Maria SharapovaSharapova’s extraordinary run to the Wimbledon trophy (see “Russian Revolution,” on page 18) could scarcely have come at a better time for women’s tennis. Both Justine Henin-Hardenne and Kim Clijsters were injured, the Williams sisters’ powers (notably Venus’s) appeared to be on the wane and a dull all-Russian final at Roland Garros suggested a rather hum-drum future for a sport that once seemed to teem with marketable talent. Suddenly a ballsy, photogenic, well-spoken charmer with an aesthetically pleasing game had injected new life into tennis.

“She’s talented, beautiful and well-spoken, all at a time when women’s tennis is looking for a new hero,” said Rosner.

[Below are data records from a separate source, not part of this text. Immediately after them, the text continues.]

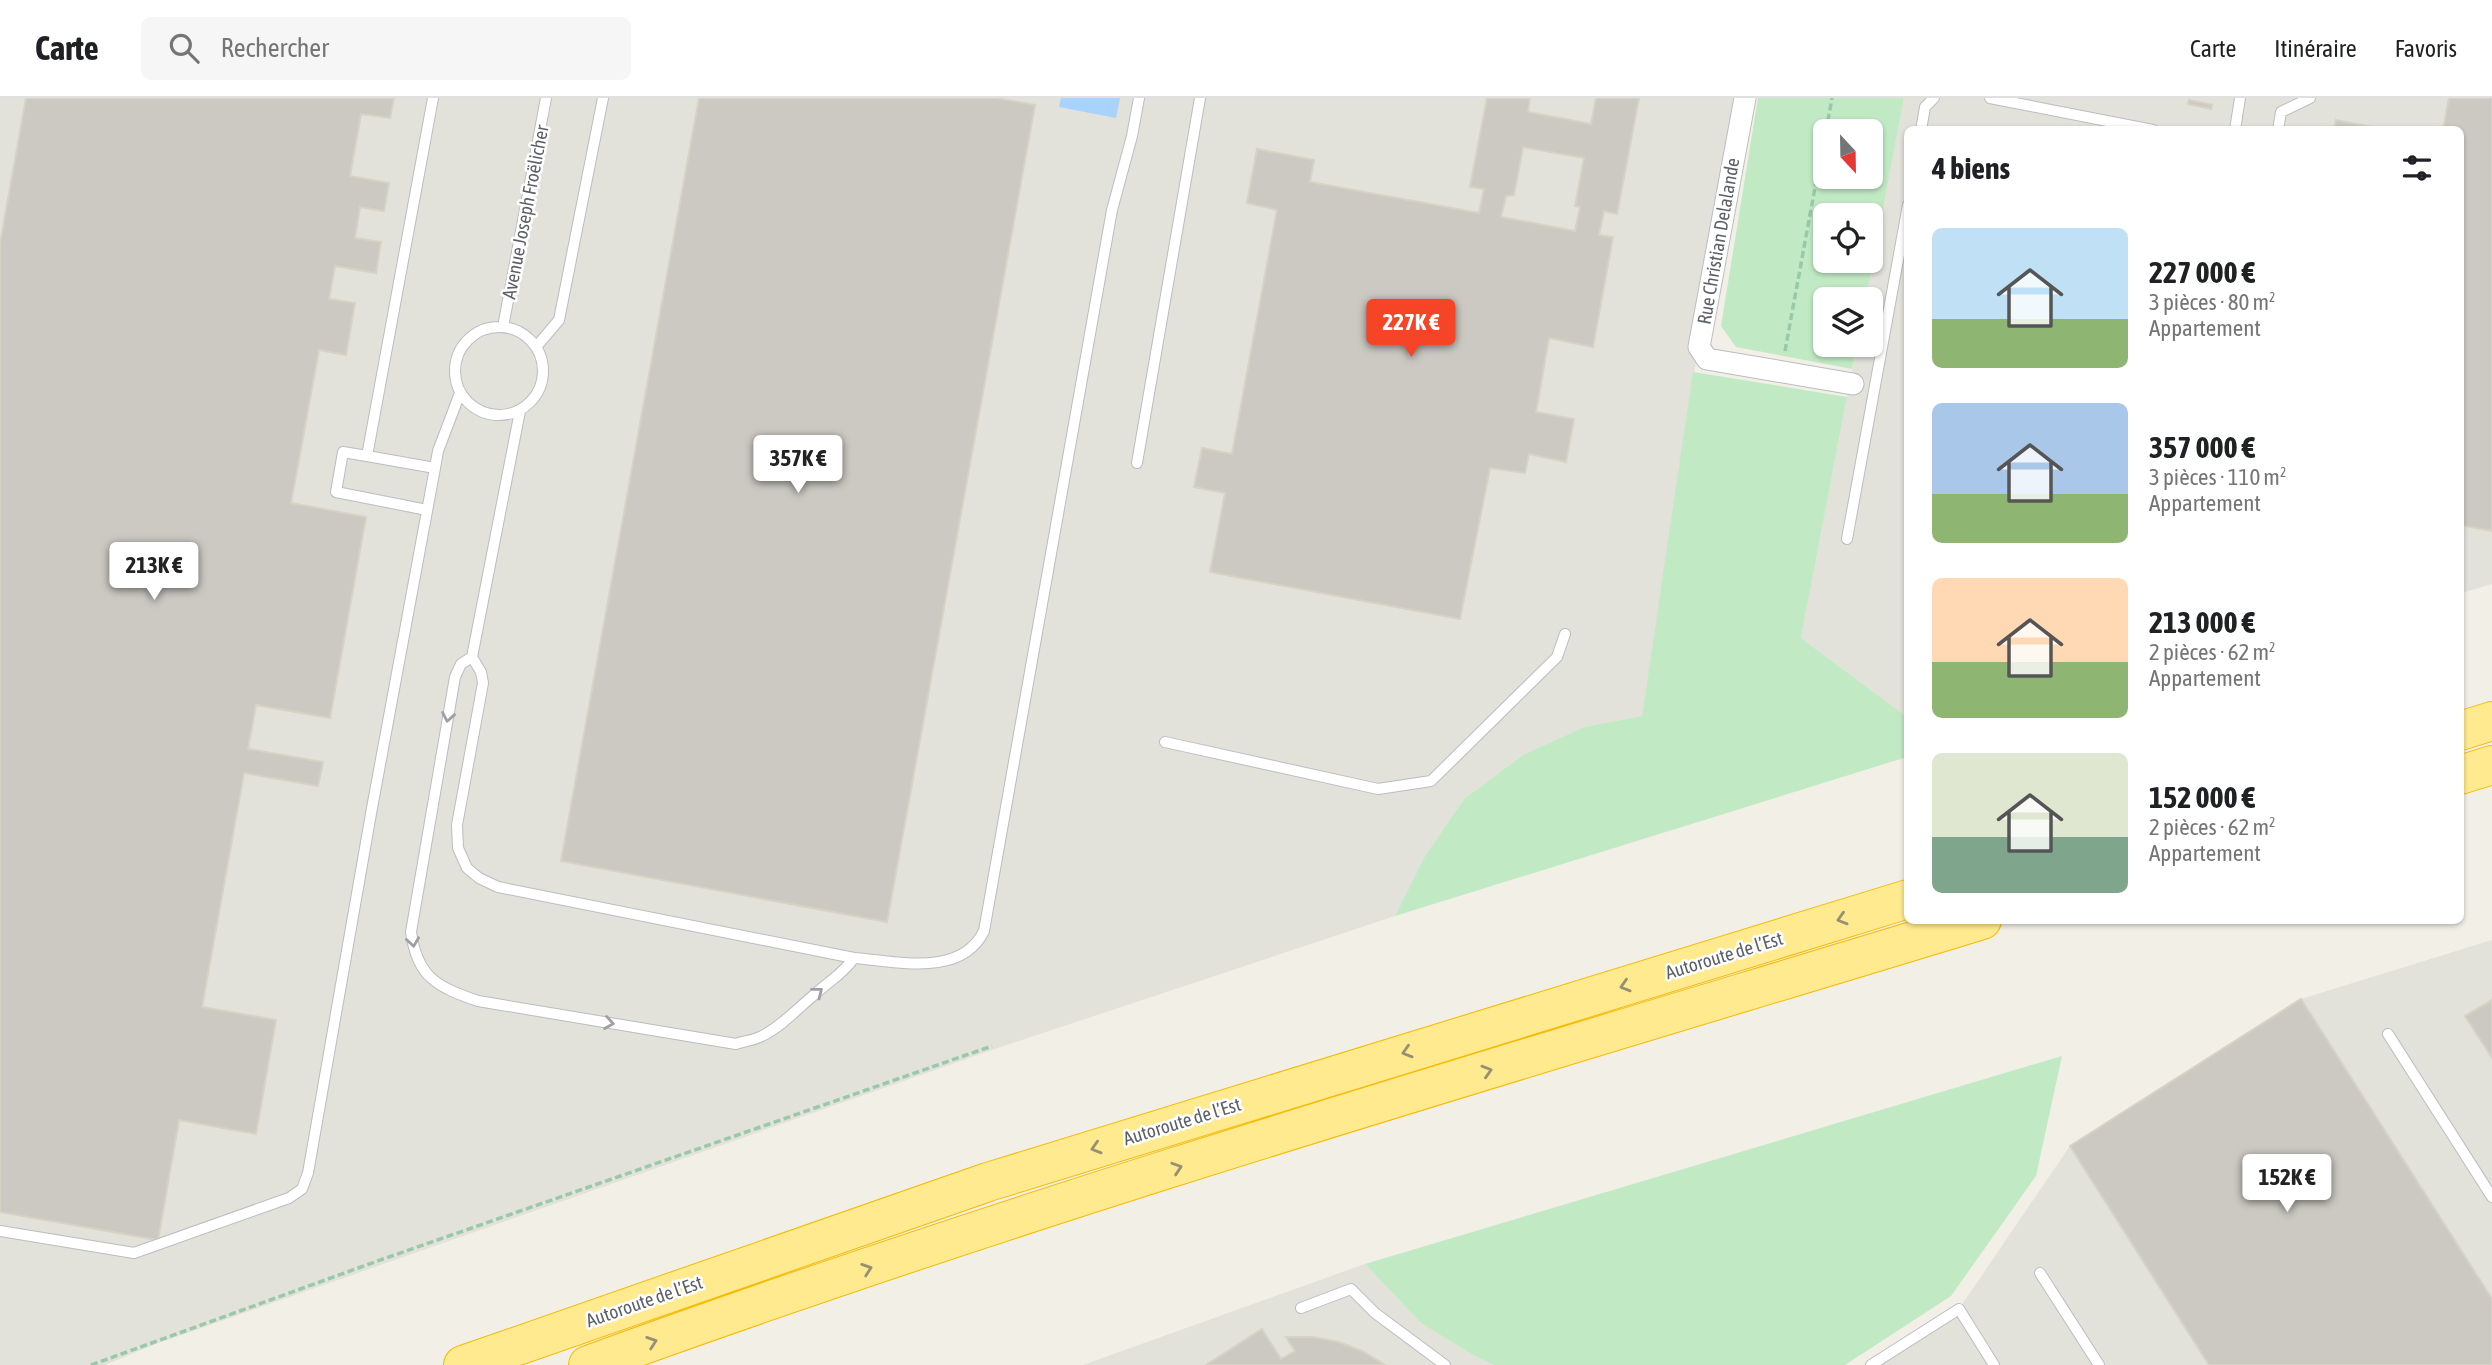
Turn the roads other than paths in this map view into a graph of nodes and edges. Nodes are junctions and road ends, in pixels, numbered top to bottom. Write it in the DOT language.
graph roads {
  1 [pos="433,98"];
  2 [pos="547,98"];
  3 [pos="603,98"];
  4 [pos="1139,98"];
  5 [pos="1200,98"];
  6 [pos="1745,98"];
  7 [pos="1934,98"];
  8 [pos="1990,98"];
  9 [pos="2240,98"];
  10 [pos="2310,98"];
  11 [pos="1922,126"];
  12 [pos="2133,126"];
  13 [pos="2236,126"];
  14 [pos="2279,126"];
  15 [pos="1904,221"];
  16 [pos="503,327"];
  17 [pos="536,346"];
  18 [pos="1863,387"];
  19 [pos="460,393"];
  20 [pos="520,411"];
  21 [pos="367,456"];
  22 [pos="1137,463"];
  23 [pos="435,468"];
  24 [pos="427,510"];
  25 [pos="1847,539"];
  26 [pos="1564,634"];
  27 [pos="472,657"];
  28 [pos="2492,721"];
  29 [pos="2464,730"];
  30 [pos="1165,742"];
  31 [pos="2492,765"];
  32 [pos="2464,774"];
  33 [pos="1904,900"];
  34 [pos="1969,924"];
  35 [pos="854,958"];
  36 [pos="2388,1034"];
  37 [pos="2492,1197"];
  38 [pos="0,1231"];
  39 [pos="2040,1273"];
  40 [pos="1301,1308"];
  41 [pos="463,1365"];
  42 [pos="588,1365"];
  43 [pos="1445,1365"];
  44 [pos="1871,1365"];
  45 [pos="1994,1365"];
  46 [pos="2099,1365"];
  1 -- 21 [label="lane"];
  2 -- 16 [label="lane, Avenue Joseph Froëlicher"];
  3 -- 17 [label="lane"];
  4 -- 35 [label="lane"];
  5 -- 22 [label="lane"];
  6 -- 18 [label="street, Rue Christian Delalande"];
  7 -- 11 [label="lane"];
  8 -- 12 [label="lane"];
  9 -- 13 [label="lane"];
  10 -- 14 [label="lane"];
  15 -- 18 [label="lane"];
  16 -- 17 [label="lane"];
  16 -- 19 [label="lane"];
  17 -- 20 [label="lane"];
  18 -- 25 [label="lane"];
  19 -- 20 [label="lane"];
  19 -- 23 [label="lane"];
  20 -- 27 [label="lane"];
  21 -- 23 [label="lane"];
  21 -- 24 [label="lane"];
  23 -- 24 [label="lane"];
  24 -- 38 [label="lane"];
  26 -- 30 [label="lane"];
  27 -- 35 [label="lane"];
  27 -- 35 [label="lane, one-way"];
  28 -- 29 [label="highway"];
  31 -- 32 [label="highway"];
  33 -- 41 [label="highway, Autoroute de l’Est, one-way"];
  42 -- 34 [label="highway, one-way"];
  36 -- 37 [label="lane"];
  39 -- 46 [label="lane"];
  40 -- 43 [label="lane"];
  44 -- 45 [label="lane"];
}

Sharapova’s story alone is the kind of rags-to-riches yarn that has newspaper sports editors drooling and would not be out of place in a Disney movie script: a young girl is born in the frozen wilderness of Siberia, escapes the horror of a nuclear disaster in Chernobyl, then leaves her mother and travels thousands of miles across land and sea to make her fortune in the promised land of America.

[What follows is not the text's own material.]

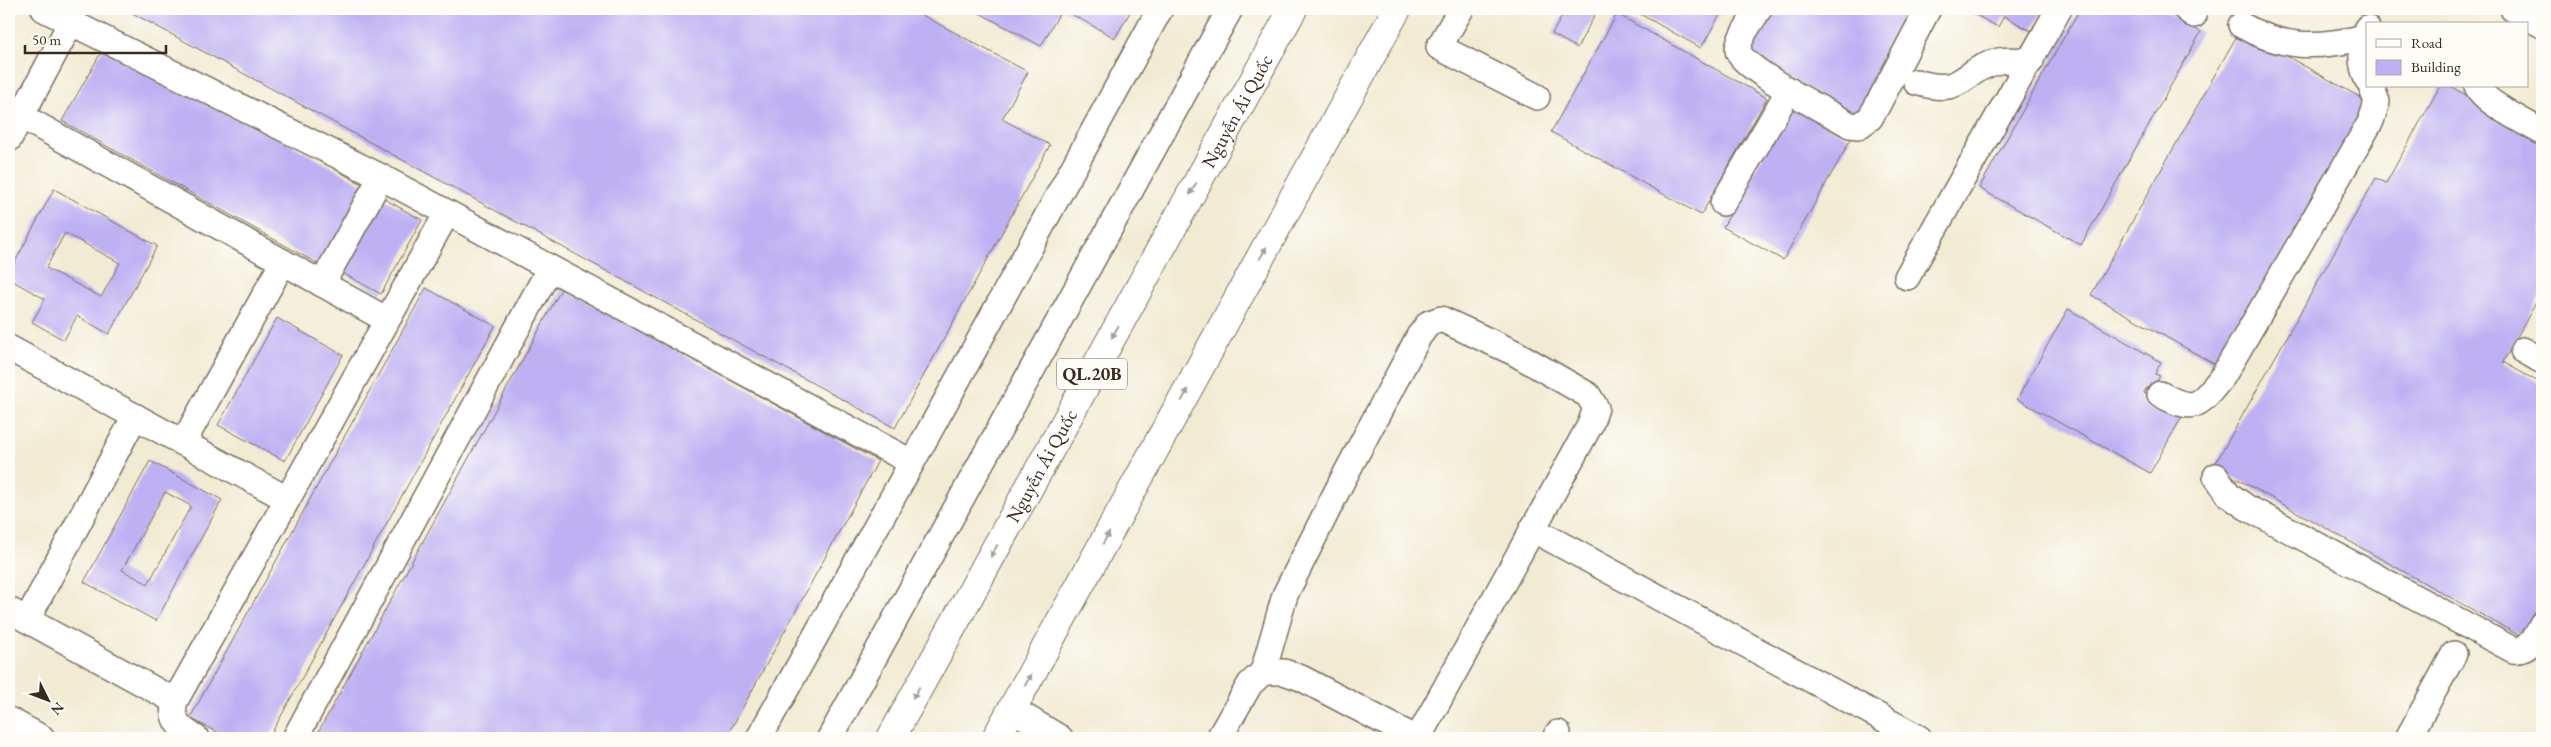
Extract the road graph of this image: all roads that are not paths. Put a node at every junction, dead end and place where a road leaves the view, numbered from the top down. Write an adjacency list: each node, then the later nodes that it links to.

Her flawless grasp of American English, which comes from spending ten of her 17 years in Florida instead of her native Russia, is another big dollar sign in her favor, for it means she combines the exotic foreign antecedents and stereotypical strength of character that fans and advertisers associate with Russia with an ability to crack jokes in American English.

Of course it hasn’t endeared her to her fellow Russians, notably French Open champion Anastasia Myskina, who received barely a tenth of the attention Sharapova got despite winning Roland Garros.

“Maria has lived in the United States and she’s more comfortable in English than she is in Russian,” Myskina told reporters recently.

“Even though I train in America, I’m still Russian,” countered Sharapova, with the weary air of someone who recognizes sour grapes when she sees them. “That’s where I come from. No one is going to tell me where I’m from because I know where I’m from. Just because I made the decision to develop my tennis somewhere else…. I think I made the right decision. I don’t feel American at all. I feel this is part of my job. I came to the United States because of my tennis…. I moved here because of my tennis, not for anything else.”

Sharapova is so poised when it comes to tackling prickly questions that it’s hard to believe she is still a teenager, but it’s that very poise—along with some rather fine tennis—that caught attention during Wimbledon. “I always tell people the most dangerous thing about Maria is her intelligence,” said Eisenbud.

The poise was there even as a junior, when Sharapova impressed those used to dealing with gawky teenagers with an air of calm self-possession.

Sharapova is too bright and too savvy to ignore all the financial opportunities that lie at her feet, and neither she nor her family need ever go hungry again. When asked how she viewed the business of her sport and her prospects on the catwalk rather than the court though, she made it clear: For the foreseeable future at least, such trifles will take second place to playing tennis.

“Well, it’s not really a side of the game. It’s something totally different. I just enjoy fashion, and I think that getting involved with me signing the contract with IMG models can bring me a little bit closer to the fashion business. Because when I finish my career, I don’t want to just stand there and be empty handed and not have many opportunities behind me.”

“When she comes to New York in August, she’s coming to win the US Open,” promised Eisenbud. “She won’t have time for anything else.”

It seems no amount of corporate suits clutching lucrative checks are going to throw Sharapova off her game anytime soon. That could be the best news women’s tennis has had in a long, long time.